In the final rule the SBA amended § 121.406(b)(7) to clarify that SBA's waiver of the nonmanufacturer rule has no effect on requirements external to the Small Business Act which involve domestic sources of supply, such as the Buy American Act and the Trade Agreements Act.
In order to clarify whether the nonmanufacturer rule applies, or whether a general or specific waiver is attached to a procurement, SBA added a new § 121.1206 to require contracting officers to receive specific waivers prior to posting a solicitation, and also to provide notification to all potential offerors of any waivers that will be applied (whether class or specific) to a given solicitation.
Adverse Impact and Construction Requirements
SBA amended § 124.504, which generally addresses when the SBA must conduct an adverse impact analysis for the award of an 8(a) contract. SBA is not required to perform an adverse impact analysis for new requirements.

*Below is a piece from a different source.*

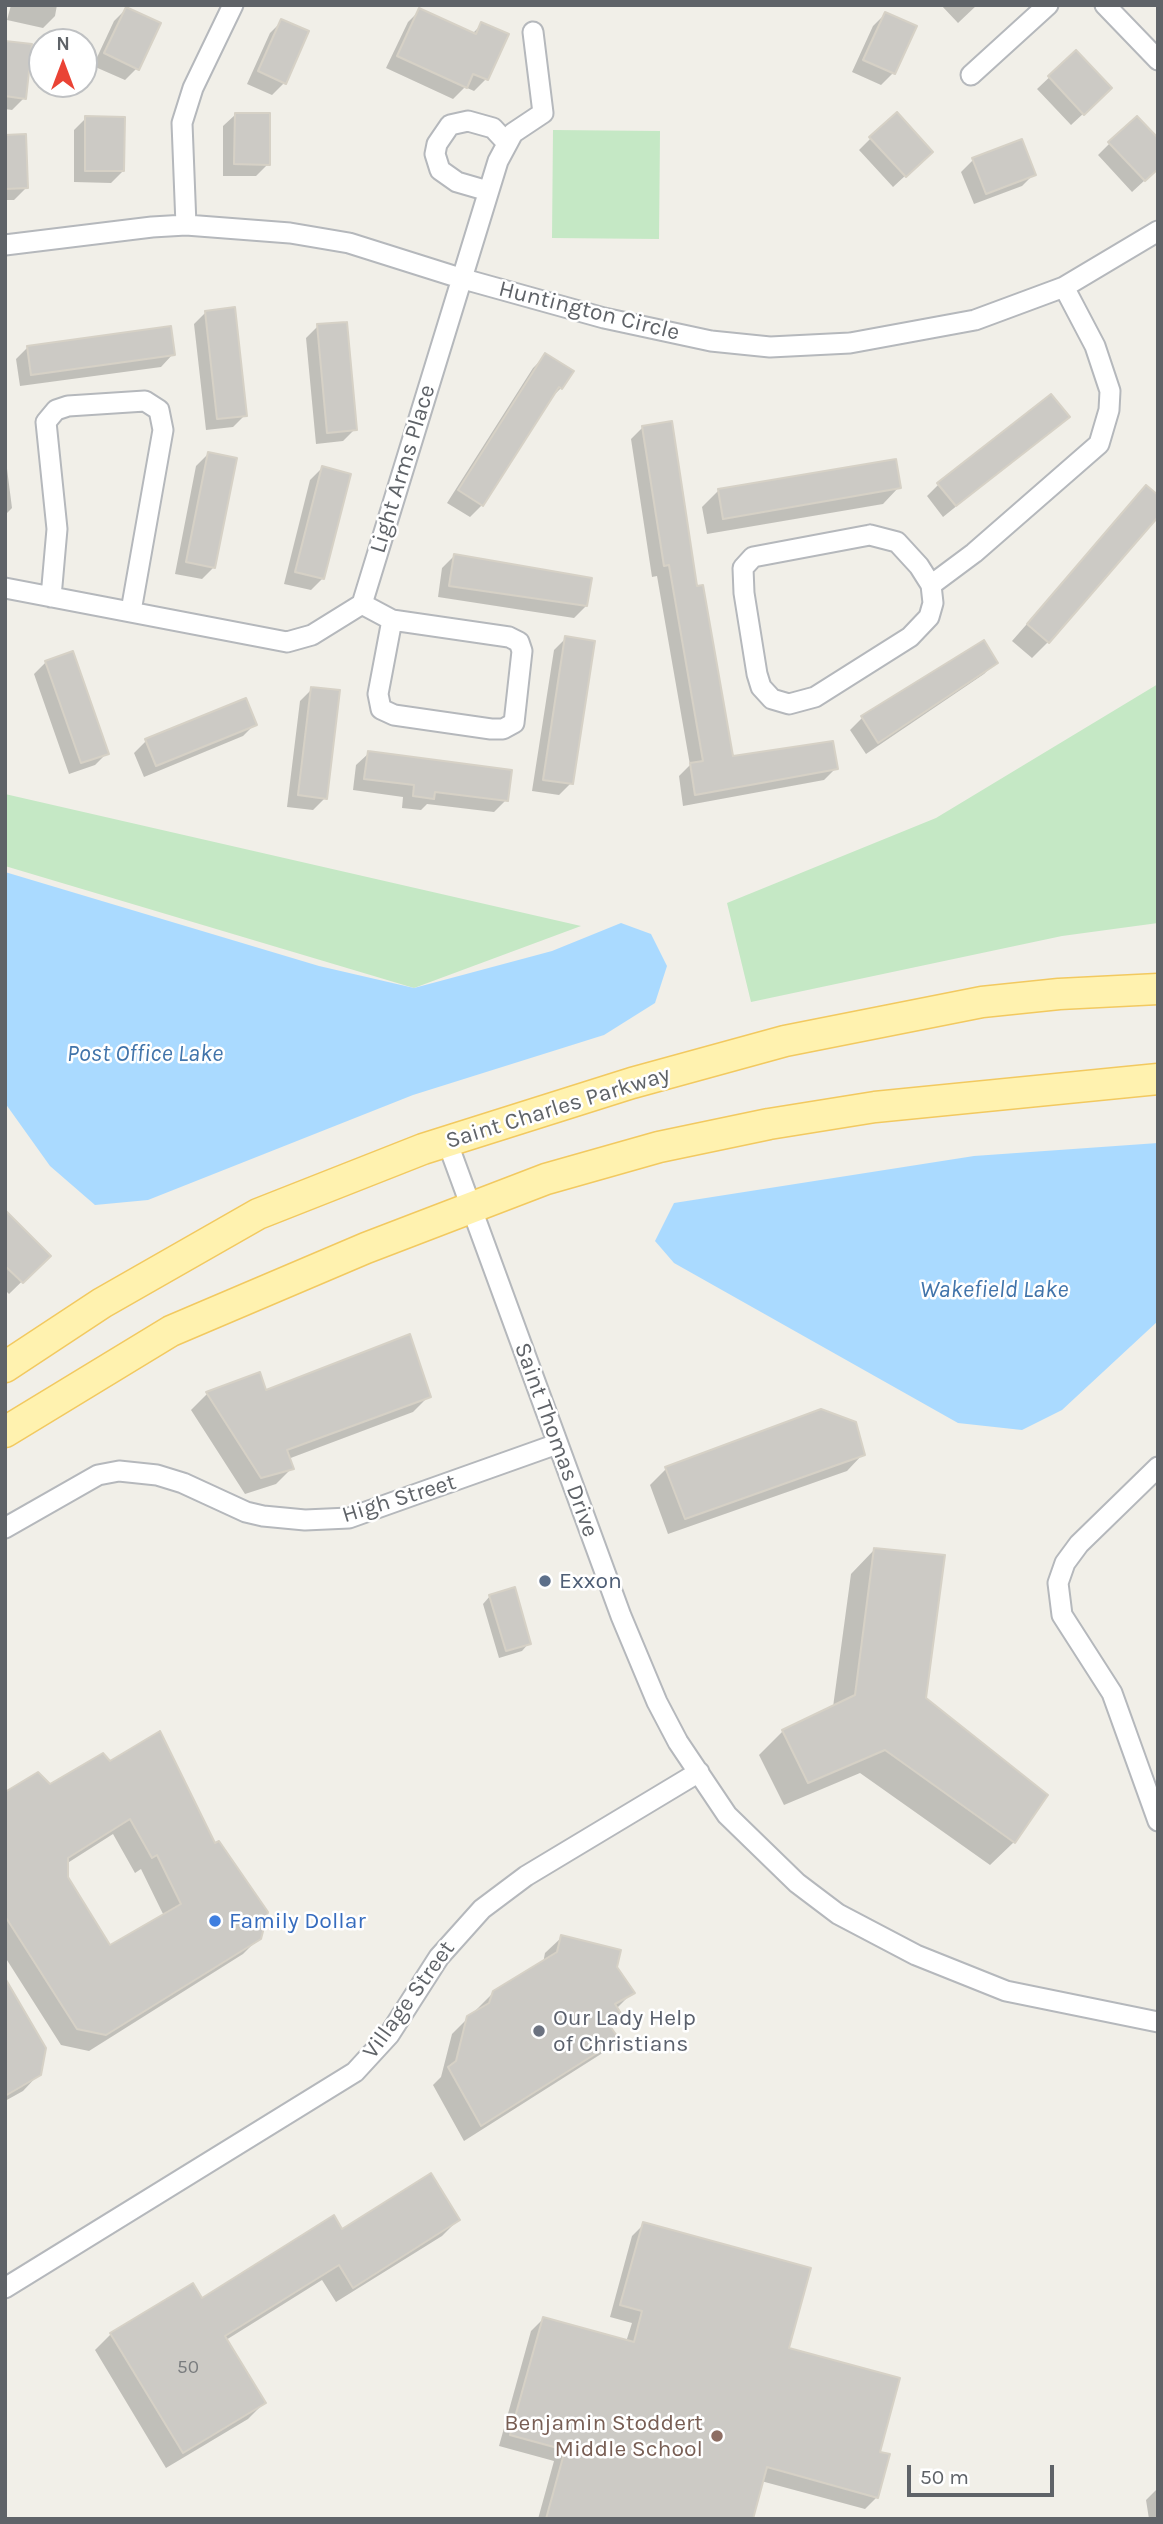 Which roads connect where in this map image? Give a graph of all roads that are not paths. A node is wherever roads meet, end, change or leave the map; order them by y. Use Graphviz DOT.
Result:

Before SBA’s amendment, paragraph (c)(1)(ii)(B) stated that “Construction contracts, by their very nature (e.g., the building of a specific structure), are deemed new requirements.” SBA clarified the definition of “new requirement” for construction contracts by specifying that generally, the building of a specific structure is considered a new requirement. However, recurring indefinite delivery or indefinite quantity (IDIQ) procurements for construction services are not considered new.
Certificate of Competency
SBA amended § 125.5(f), which addresses SBA's review of an application for the Certificate of Competency (COC) program. SBA inserted new § 125.5(f)(3) to address how SBA should review an application for a COC based on a finding of non-responsibility due to financial capacity where the applicant is the apparent successful offeror for an IDIQ task order or contract. The changes provide that the SBA's Area Director will consider the firm's maximum financial capacity and if such COC is issued, it will be for a specific amount that serves as the limit of the firm's financial capacity for that contract. The contracting officer cannot deny the award of an order or contract on the basis of financial incapacity if the firm has not reached the financial maximum identified by the Area Director.

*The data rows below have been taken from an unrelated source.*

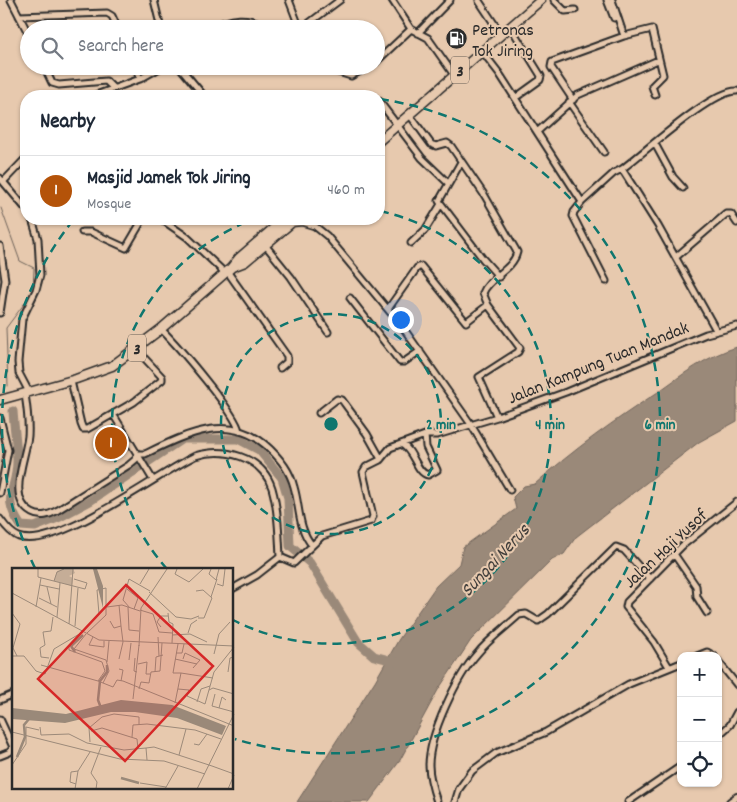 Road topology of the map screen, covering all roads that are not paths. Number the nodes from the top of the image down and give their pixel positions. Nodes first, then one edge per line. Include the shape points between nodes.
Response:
1 (10, 0) edge
2 (154, 0) edge
3 (289, 0) edge
4 (340, 0) edge
5 (392, 0) edge
6 (450, 0) edge
7 (540, 0) edge
8 (554, 0) edge
9 (607, 0) edge
10 (612, 0) edge
11 (479, 1) dead end
12 (575, 10) dead end
13 (19, 16) junction
14 (614, 18) dead end
15 (21, 20) edge
16 (114, 20) edge
17 (160, 20) edge
18 (234, 20) edge
19 (255, 20) edge
20 (297, 20) edge
21 (312, 20) edge
22 (510, 26) junction
23 (411, 29) junction
24 (418, 33) junction
25 (501, 34) junction
26 (624, 36) junction
27 (482, 51) junction
28 (385, 54) edge
29 (658, 60) junction
30 (48, 75) edge
31 (138, 75) edge
32 (147, 75) edge
33 (187, 75) edge
34 (454, 75) junction
35 (140, 79) junction
36 (113, 88) junction
37 (109, 90) edge
38 (199, 90) edge
39 (737, 91) edge
40 (655, 95) dead end
41 (515, 98) junction
42 (571, 101) junction
43 (385, 108) edge
44 (409, 114) junction
45 (398, 123) junction
46 (537, 132) junction
47 (385, 135) edge
48 (655, 144) junction
49 (604, 152) dead end
50 (461, 162) junction
51 (20, 163) edge
52 (622, 169) junction
53 (2, 179) edge
54 (448, 183) junction
55 (683, 188) dead end
56 (20, 202) edge
57 (582, 202) junction
58 (441, 204) junction
59 (737, 224) edge
60 (34, 225) edge
61 (139, 225) edge
62 (170, 225) edge
63 (274, 225) edge
64 (282, 225) edge
65 (286, 225) edge
66 (315, 225) edge
67 (82, 232) dead end
68 (269, 232) junction
69 (411, 244) dead end
70 (0, 246) edge
71 (266, 246) junction
72 (676, 257) junction
73 (228, 271) junction
74 (499, 277) junction
75 (606, 281) dead end
76 (350, 298) dead end
77 (488, 305) junction
78 (388, 309) junction
79 (0, 313) edge
80 (737, 326) edge
81 (161, 329) junction
82 (716, 330) junction
83 (328, 332) dead end
84 (136, 349) junction
85 (420, 352) junction
86 (280, 368) dead end
87 (71, 380) junction
88 (26, 393) junction
89 (0, 400) edge
90 (319, 412) dead end
91 (113, 414) junction
92 (497, 417) junction
93 (0, 418) edge
94 (470, 424) junction
95 (239, 431) junction
96 (425, 435) junction
97 (401, 444) junction
98 (138, 455) junction
99 (381, 459) junction
100 (153, 480) junction
101 (510, 490) dead end
102 (0, 492) edge
103 (737, 502) edge
104 (0, 519) edge
105 (310, 548) junction
106 (674, 554) junction
107 (280, 557) junction
108 (650, 579) junction
109 (234, 588) edge
110 (707, 613) dead end
111 (677, 665) edge
112 (722, 666) edge
113 (669, 668) junction
114 (737, 685) edge
115 (12, 695) edge
116 (0, 700) edge
117 (737, 712) edge
118 (0, 719) edge
119 (722, 732) edge
120 (12, 745) edge
121 (12, 749) edge
122 (0, 756) edge
123 (677, 769) edge
124 (737, 797) edge
125 (437, 802) edge
126 (455, 802) edge
127 (628, 802) edge
128 (730, 802) edge

1 - 13 street
2 - 17 street
3 - 20 street
4 - 21 street
5 - 23 street
6 - 24 street
7 - 22 highway, 3
8 - 12 street via 565,11
9 - 14 street
10 - 26 street
11 - 25 street
13 - 15 street
13 - 16 street via 107,13
18 - 19 street
22 - 25 highway, 3
22 - 41 street via 541,76
23 - 24 street
23 - 28 street
24 - 34 street via 428,38
25 - 27 highway, 3
26 - 29 street via 652,29
26 - 42 street via 552,62 551,66
27 - 34 highway, 3
27 - 41 street
29 - 40 street via 663,77 652,86
29 - 42 street
30 - 36 street via 52,83 59,85 106,81
31 - 35 street
32 - 35 street
33 - 38 street
34 - 44 highway, 3
35 - 36 street
36 - 37 street
39 - 48 street via 721,94 683,118
41 - 46 street
42 - 46 street
42 - 49 street
43 - 45 street
44 - 45 highway, 3
44 - 50 street via 431,144 449,144
45 - 47 highway, 3
45 - 54 street via 422,158
46 - 57 street
48 - 52 street
48 - 55 street via 673,177
50 - 54 street
50 - 74 street via 516,249 516,256
51 - 53 street
52 - 57 street
52 - 72 street
53 - 56 street
54 - 58 street via 439,198
57 - 75 street via 573,216
58 - 69 street via 425,230
58 - 74 street
59 - 72 street via 732,214 726,214
60 - 88 street via 40,275 22,319 18,362
61 - 67 street via 126,248 91,232
62 - 73 street
63 - 68 highway
64 - 68 highway, 3
65 - 71 highway, 3
66 - 78 street
68 - 73 highway, 3
70 - 79 street via 5,280
71 - 73 highway, 3
71 - 83 street
72 - 82 street
73 - 81 highway, 3
73 - 86 street via 287,356 287,362
74 - 77 street via 483,290
76 - 85 street via 400,362
77 - 78 street via 466,322 421,266
77 - 92 street via 520,348 479,377
78 - 85 street
80 - 82 street, Jalan Kampung Tuan Mandak
81 - 84 highway, 3
81 - 95 street via 234,416
82 - 92 street, Jalan Kampung Tuan Mandak
84 - 87 highway, 3 via 112,366
84 - 91 street via 162,380
85 - 94 street
87 - 88 highway, 3
87 - 91 street via 83,429
88 - 89 highway, 3
88 - 98 street via 28,438 19,490 21,501 31,512 45,516 58,510 129,465
90 - 99 street via 337,399 342,400
91 - 98 street
92 - 94 street, Jalan Kampung Tuan Mandak
93 - 102 street via 8,450
94 - 96 street, Jalan Kampung Tuan Mandak via 437,435
94 - 101 street
95 - 98 street via 207,429
95 - 105 street via 261,440 288,470 295,488 301,527
96 - 97 street, Jalan Kampung Tuan Mandak
96 - 97 street via 426,447 437,470 428,475 423,473 408,448
97 - 99 street, Jalan Kampung Tuan Mandak via 387,450
98 - 100 street
99 - 105 street, Jalan Kampung Tuan Mandak via 363,472 372,509 371,521 322,536
100 - 104 street via 53,535 20,537
100 - 107 street via 206,452 226,452 251,462 263,473 272,489
103 - 106 street, Jalan Haji Yusof
105 - 107 street via 294,562
106 - 108 street, Jalan Haji Yusof
106 - 110 street via 696,586 697,597
107 - 109 street
108 - 113 street, Jalan Haji Yusof via 626,607 654,642
108 - 125 street via 624,550 616,547 548,614 538,621 526,614 519,615 483,647 448,700 430,753 430,772
111 - 113 street
112 - 114 street
113 - 126 street via 629,684 546,732 496,753 472,771 459,789
115 - 116 street
117 - 119 street
118 - 120 street
121 - 122 street
123 - 127 street
124 - 128 main road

SBA also revised 13 CFR 121.408(a), which provides the size procedures for the COC program. The revision is a technical correction. This paragraph currently refers to 13 CFR 121.1009 to explain how SBA would initiate a formal size determination; however, § 121.1009 relates to the process SBA uses to make a formal size determination. The correct regulatory reference is to 13 CFR 121.1001(b)(3)(ii), which explains how the SBA initiates a formal size determination for the COC program.
SBA also revised 13 CFR 121.409 to remove the second sentence, which stated that in an unrestricted procurement, the small business concern must supply a domestically furnished product. This sentence may or may not have been true, depending on whether or how the Buy American Act or the Trade Agreements Act apply to the procurement. The Small Business Act itself does not impose such a requirement on full and open or unrestricted procurements.